### Activity
The required result is each line of the entries below containing the string "edges".

|---|

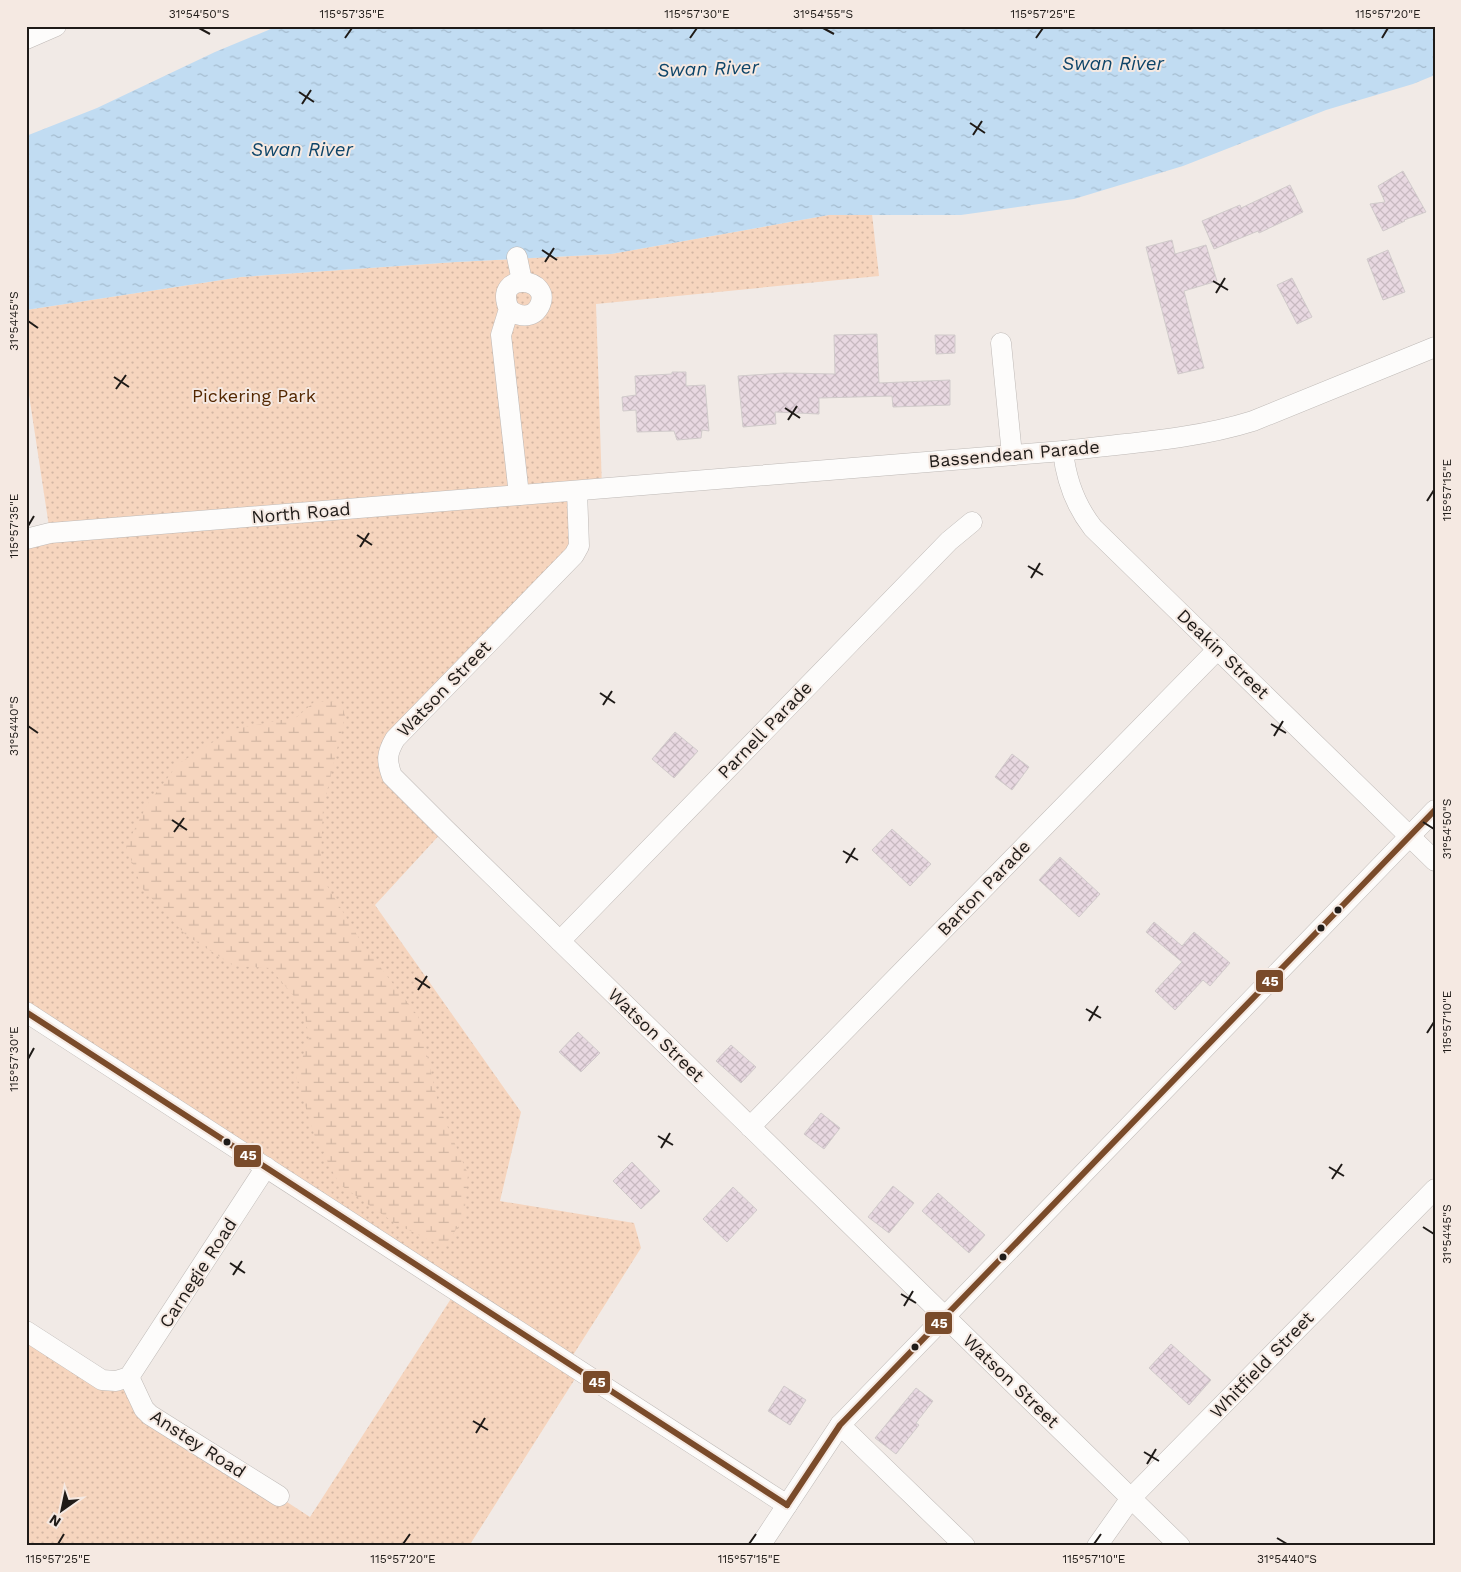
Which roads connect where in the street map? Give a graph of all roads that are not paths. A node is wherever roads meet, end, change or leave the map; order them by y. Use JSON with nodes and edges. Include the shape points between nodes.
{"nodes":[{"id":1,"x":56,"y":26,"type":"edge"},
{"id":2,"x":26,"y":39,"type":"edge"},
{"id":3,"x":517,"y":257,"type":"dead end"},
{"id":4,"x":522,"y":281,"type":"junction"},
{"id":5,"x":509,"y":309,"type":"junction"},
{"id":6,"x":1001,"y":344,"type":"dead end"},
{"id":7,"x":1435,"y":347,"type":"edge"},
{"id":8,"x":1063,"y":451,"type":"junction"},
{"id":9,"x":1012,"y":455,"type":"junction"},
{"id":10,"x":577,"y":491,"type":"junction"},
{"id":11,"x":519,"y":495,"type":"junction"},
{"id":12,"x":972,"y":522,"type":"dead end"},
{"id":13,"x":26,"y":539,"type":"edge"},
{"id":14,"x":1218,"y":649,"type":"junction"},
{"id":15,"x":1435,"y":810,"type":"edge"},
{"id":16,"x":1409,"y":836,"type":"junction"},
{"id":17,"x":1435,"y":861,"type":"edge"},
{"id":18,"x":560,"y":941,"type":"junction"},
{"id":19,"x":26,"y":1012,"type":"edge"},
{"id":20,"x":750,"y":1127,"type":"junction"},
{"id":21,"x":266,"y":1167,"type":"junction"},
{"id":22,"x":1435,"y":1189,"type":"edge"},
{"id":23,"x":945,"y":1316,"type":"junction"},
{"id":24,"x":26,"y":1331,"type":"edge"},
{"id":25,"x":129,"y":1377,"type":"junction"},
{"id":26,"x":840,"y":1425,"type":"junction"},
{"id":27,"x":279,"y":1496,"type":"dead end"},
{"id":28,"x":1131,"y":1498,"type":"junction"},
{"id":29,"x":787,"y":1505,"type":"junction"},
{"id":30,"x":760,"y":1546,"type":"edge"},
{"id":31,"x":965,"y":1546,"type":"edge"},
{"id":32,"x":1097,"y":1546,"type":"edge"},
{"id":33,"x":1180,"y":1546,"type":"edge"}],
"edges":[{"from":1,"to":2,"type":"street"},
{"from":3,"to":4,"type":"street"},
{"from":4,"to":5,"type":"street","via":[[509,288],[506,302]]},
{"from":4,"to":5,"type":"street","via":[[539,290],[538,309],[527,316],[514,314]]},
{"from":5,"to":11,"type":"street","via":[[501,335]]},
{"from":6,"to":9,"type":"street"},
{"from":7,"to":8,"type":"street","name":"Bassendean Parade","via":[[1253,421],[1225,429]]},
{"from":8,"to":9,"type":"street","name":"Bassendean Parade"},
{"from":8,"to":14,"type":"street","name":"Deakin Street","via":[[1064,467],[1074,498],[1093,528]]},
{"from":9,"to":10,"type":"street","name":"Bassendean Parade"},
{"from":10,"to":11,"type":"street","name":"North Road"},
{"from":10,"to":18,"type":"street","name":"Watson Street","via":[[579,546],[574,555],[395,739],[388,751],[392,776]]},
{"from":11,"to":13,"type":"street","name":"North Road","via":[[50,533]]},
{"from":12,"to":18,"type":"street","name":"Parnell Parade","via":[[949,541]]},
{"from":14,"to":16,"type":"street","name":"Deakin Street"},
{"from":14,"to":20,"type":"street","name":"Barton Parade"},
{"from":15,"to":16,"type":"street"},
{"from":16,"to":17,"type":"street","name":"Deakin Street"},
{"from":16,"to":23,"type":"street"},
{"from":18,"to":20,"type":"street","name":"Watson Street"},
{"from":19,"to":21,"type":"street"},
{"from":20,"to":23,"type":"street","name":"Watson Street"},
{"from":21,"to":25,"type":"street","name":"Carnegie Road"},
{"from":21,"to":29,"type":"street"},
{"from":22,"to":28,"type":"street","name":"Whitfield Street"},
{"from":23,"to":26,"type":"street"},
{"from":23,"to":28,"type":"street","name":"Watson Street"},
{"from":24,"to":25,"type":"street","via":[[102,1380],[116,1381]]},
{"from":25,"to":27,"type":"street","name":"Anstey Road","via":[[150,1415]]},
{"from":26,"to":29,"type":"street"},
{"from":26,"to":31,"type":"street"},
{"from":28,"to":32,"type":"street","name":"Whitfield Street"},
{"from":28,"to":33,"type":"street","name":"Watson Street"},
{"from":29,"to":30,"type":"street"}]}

|---|

### Result
Which roads connect where in the street map? Give a graph of all roads that are not paths. A node is wherever roads meet, end, change or leave the map; order them by y. Use JSON with nodes and edges. Include the shape points between nodes.
"edges":[{"from":1,"to":2,"type":"street"},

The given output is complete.